In their revaluation of martyrdom, the legal scholars were driven chiefly by a quietist impulse. While there was often no love lost between the scholars and the rulers of the day, the former were no rebels. Despite the activist model of the Prophet, the scholars were as a whole distinctly uncomfortable with sedition and political upheaval, lest the moral life of the community be endangered. As the collective bearers of religious authority in the Muslim world, they were generally willing to tolerate far from ideal political arrangements, as long as these arrangements did not jeopardize the private, scholarly elaboration of religious law. Even dissenting movements, at least those which managed to survive beyond the first three centuries of Islam, came eventually to reconcile activist ideals with quietist necessity. (Palazzi, 2001) It was generally the idealistic dissenters, those who insisted on actively resisting the ruler’s armies at the cost of their lives, that Sunni and sectarian religious scholars had in mind when seeking to demilitarize martyrdom.
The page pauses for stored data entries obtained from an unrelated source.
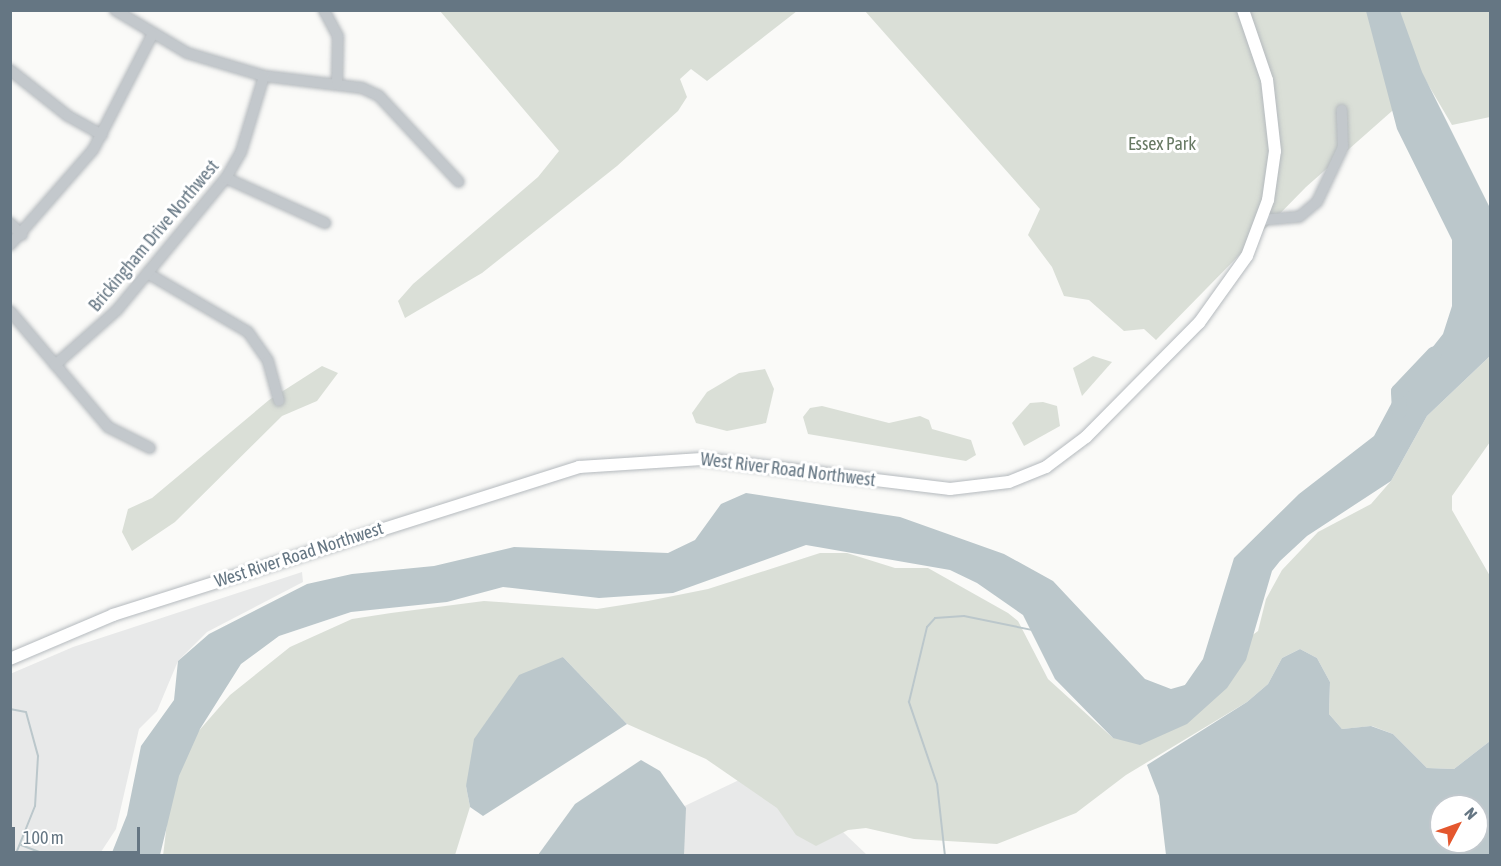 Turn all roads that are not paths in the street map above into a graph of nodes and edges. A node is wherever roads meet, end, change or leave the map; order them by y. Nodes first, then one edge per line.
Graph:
1 (115, 10) edge
2 (324, 10) edge
3 (1243, 10) edge
4 (152, 35) junction
5 (10, 70) edge
6 (264, 76) junction
7 (338, 84) junction
8 (1342, 110) dead end
9 (102, 135) junction
10 (226, 178) junction
11 (459, 182) dead end
12 (1262, 220) junction
13 (10, 223) edge
14 (325, 223) dead end
15 (22, 235) junction
16 (10, 245) edge
17 (147, 273) junction
18 (10, 311) edge
19 (55, 365) junction
20 (279, 401) dead end
21 (150, 448) dead end
22 (10, 659) edge

1 - 4 street
2 - 7 street
3 - 12 main road, West River Road Northwest
4 - 6 street
4 - 9 street
5 - 9 street
6 - 7 street
6 - 10 street, Brickingham Drive Northwest
7 - 11 street
8 - 12 street
9 - 15 street
10 - 14 street
10 - 17 street, Brickingham Drive Northwest
12 - 22 main road, West River Road Northwest
13 - 15 street
15 - 16 street
17 - 19 street, Brickingham Drive Northwest
17 - 20 street
18 - 19 street
19 - 21 street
Battlefield martyrdom was a powerful tool for cementing loyalty within dissenting groups. Perhaps the single most important martyrdom in this sense was that of Husayn ibn ‘Ali, whose death at Karbal’’ in 680 helped create a deep emotional loyalty to the ‘Alid house, and to this day has helped Shi’ites sustain what is the chief sectarian divide within Islam. Other dissenters also made much of their martyrs. (Hatina, 2001) Those rebels known as Kharijites (“seceders”) also called themselves Shurat (“vendors”); that is, those who sell their lives in exchange for Paradise, with apparent reference to Qur’an 4:74 and 9:112. (Hatina, 2001) It is easy to see a notion of martyrdom behind this designation.
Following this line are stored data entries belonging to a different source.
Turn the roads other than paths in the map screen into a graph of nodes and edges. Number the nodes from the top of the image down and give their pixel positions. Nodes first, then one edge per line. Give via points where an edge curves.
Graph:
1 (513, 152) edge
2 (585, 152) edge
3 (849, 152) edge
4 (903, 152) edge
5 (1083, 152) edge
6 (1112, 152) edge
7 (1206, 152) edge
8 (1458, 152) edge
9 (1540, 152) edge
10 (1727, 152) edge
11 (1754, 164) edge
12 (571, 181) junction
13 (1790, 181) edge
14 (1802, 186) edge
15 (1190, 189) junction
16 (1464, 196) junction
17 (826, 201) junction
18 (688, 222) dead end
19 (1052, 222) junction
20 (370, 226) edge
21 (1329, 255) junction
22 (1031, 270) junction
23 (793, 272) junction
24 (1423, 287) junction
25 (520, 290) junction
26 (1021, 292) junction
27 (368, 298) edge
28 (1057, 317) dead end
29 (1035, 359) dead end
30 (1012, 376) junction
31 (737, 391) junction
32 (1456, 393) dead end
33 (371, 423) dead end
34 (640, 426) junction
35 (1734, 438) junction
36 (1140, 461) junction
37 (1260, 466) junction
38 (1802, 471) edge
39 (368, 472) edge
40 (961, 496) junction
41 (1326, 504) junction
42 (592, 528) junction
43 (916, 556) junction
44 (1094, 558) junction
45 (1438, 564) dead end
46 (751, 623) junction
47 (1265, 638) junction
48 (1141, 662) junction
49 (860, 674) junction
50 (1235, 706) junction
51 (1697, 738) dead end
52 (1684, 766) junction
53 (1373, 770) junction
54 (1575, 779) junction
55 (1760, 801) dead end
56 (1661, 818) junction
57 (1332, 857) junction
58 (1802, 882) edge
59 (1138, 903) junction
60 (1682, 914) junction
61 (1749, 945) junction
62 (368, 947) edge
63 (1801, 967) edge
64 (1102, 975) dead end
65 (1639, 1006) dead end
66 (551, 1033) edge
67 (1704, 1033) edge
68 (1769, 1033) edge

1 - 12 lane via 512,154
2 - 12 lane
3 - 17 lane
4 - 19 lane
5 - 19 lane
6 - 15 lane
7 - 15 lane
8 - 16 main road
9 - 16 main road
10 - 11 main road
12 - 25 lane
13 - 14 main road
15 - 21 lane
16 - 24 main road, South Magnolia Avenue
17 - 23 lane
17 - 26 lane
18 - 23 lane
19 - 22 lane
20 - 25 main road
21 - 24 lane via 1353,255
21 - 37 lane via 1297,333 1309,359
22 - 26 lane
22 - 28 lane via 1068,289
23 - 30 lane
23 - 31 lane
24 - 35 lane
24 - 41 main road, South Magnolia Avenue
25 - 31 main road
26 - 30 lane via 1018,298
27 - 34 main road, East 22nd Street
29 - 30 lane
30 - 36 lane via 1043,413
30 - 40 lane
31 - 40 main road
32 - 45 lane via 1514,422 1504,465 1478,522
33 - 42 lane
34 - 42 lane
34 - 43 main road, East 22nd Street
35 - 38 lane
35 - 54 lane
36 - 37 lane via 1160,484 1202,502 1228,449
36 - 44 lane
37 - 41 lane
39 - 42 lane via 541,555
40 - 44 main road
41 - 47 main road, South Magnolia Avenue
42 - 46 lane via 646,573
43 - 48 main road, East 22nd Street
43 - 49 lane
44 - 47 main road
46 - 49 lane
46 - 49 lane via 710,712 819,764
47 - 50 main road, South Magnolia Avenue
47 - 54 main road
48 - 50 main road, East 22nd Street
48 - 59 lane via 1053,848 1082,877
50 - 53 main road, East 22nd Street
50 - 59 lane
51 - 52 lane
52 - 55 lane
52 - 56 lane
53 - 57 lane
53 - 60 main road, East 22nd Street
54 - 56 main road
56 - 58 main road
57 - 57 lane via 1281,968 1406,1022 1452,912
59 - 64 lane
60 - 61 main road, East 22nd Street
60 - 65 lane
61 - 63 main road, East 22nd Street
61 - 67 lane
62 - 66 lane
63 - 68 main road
It is in Kharijite circles that people see most clearly the cluster of practices against which the religious scholars would aim their fire: activism, asceticism, and the deliberate seeking of martyrdom in battle. The first is represented by the Kharijite practice of hijra, exodus from the society of unbelievers to one of the group’s own camps. (Abedi, 1986) It was, in the first Islamic century, through hijra to the garrison towns that one generally acquired a place in Muslim society; Kharijite encampments would similarly serve as hijra sites, from which active resistance to state power could be launched. For Khārijites, as for other Muslims, it was through hijra that one became a member of the community, that one joined the People of Paradise. Hijra and jihād are closely linked in the Qur’an, in Khārijite teaching, and in anti-Khārijite polemic. It is the Khārijites, in fact, who are most commonly associated in our sources with talab alshāhada, the deliberate seeking of martyrdom on the battlefield. (Stern, 2003)
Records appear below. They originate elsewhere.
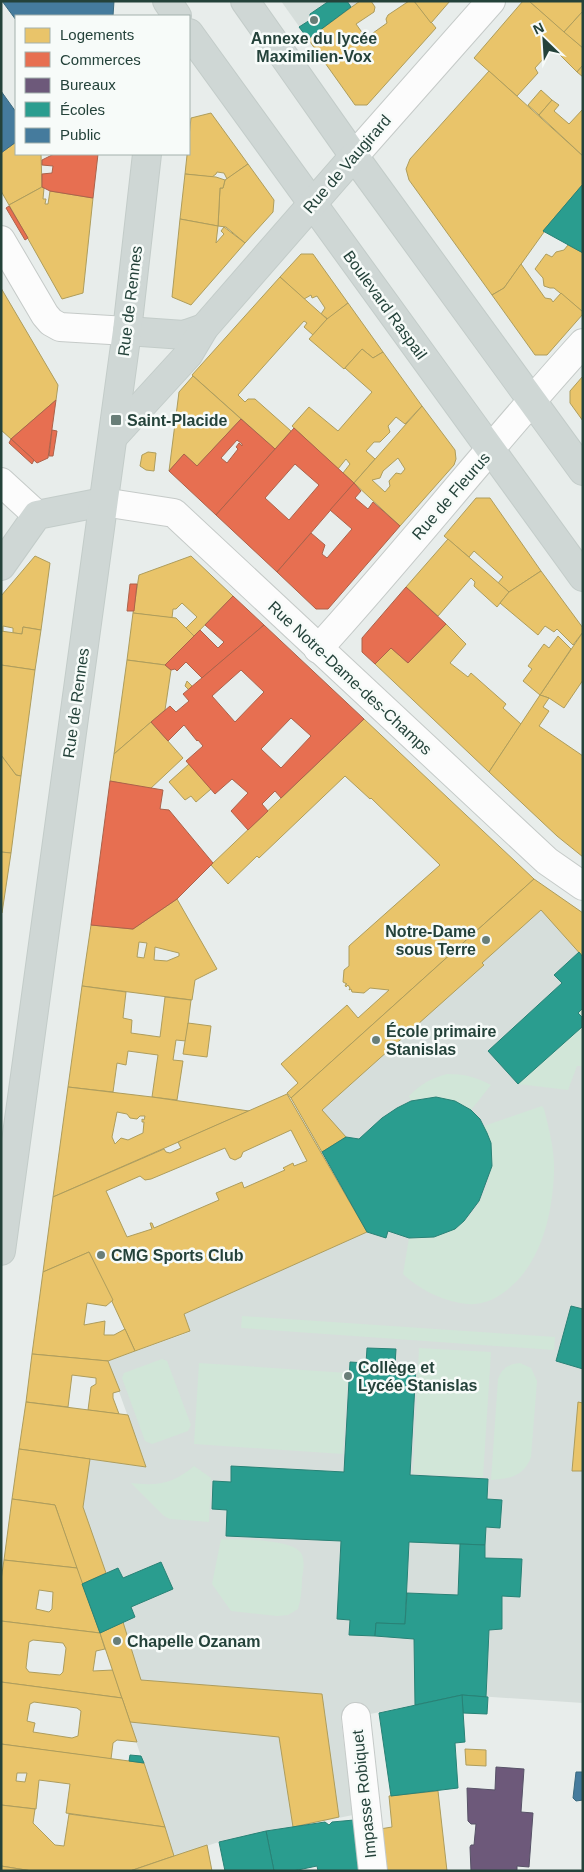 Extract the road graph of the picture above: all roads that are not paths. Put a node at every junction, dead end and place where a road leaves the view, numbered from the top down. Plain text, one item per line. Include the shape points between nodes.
1 (166, 1) edge
2 (245, 1) edge
3 (491, 1) edge
4 (163, 15) edge
5 (176, 15) edge
6 (190, 34) edge
7 (148, 155) edge
8 (354, 156) junction
9 (312, 204) junction
10 (1, 240) edge
11 (204, 328) junction
12 (128, 331) junction
13 (583, 343) edge
14 (531, 400) junction
15 (113, 437) junction
16 (491, 450) junction
17 (583, 472) edge
18 (1, 482) edge
19 (103, 502) junction
20 (37, 515) junction
21 (1, 566) edge
22 (583, 577) edge
23 (318, 649) junction
24 (583, 886) edge
25 (5, 1191) edge
26 (1, 1251) edge
27 (356, 1717) dead end
28 (373, 1871) edge

1 - 4 main road
1 - 5 main road
2 - 8 main road
3 - 8 street, Rue de Vaugirard
6 - 9 main road, Boulevard Raspail
7 - 12 main road, Rue de Rennes
8 - 9 main road, Rue de Vaugirard
8 - 14 main road
9 - 11 main road, Rue de Vaugirard
9 - 16 main road, Boulevard Raspail
10 - 12 street via 52,322 60,327
11 - 12 main road via 184,334
11 - 15 main road, Rue de Vaugirard via 188,355
12 - 15 main road, Rue de Rennes
13 - 14 street, Rue de Fleurus
14 - 16 street, Rue de Fleurus
14 - 17 main road
15 - 19 main road, Rue de Rennes
16 - 22 main road, Boulevard Raspail
16 - 23 street, Rue de Fleurus
18 - 20 street
19 - 20 main road
19 - 23 street, Rue Notre-Dame-des-Champs via 174,512
19 - 25 main road, Rue de Rennes
20 - 21 main road
23 - 24 street, Rue Notre-Dame-des-Champs via 547,861
25 - 26 main road, Rue de Rennes
27 - 28 street, Impasse Robiquet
The connection between hijra and Jihad was only deepened by the prevailing ascetic culture of the camps. The early Kharijites are described as pious ascetics both by their opponents and by authors of a moderate Kharijite persuasion; in an Ibaḍī work of the twelfth century, for example, a group of early Kharijite martyrs are said to have had “foreheads and knees as thick as camels from the intensity of their devotions.” () Some Kharijites in the seventh and eighth centuries were called “Yellows” (Sufriyya), a comment not on the depth of their bravery but on their ascetic piety: the color yellow is sometimes associated with renunciatory practices in early Islam. (Stern, 2003) The late seventh-century Sufrite rebel and martyr in Mesopotamia, Salih ibn Musarrih, is said to have gone yellow in the face as a consequence of his extreme devotion. (Palazzi, 2001) The practice of asceticism is relevant here not only because it helped cement the collective identity of these groups but also because of its connection to hijra, Jihad, and the deliberate seeking of martyrdom.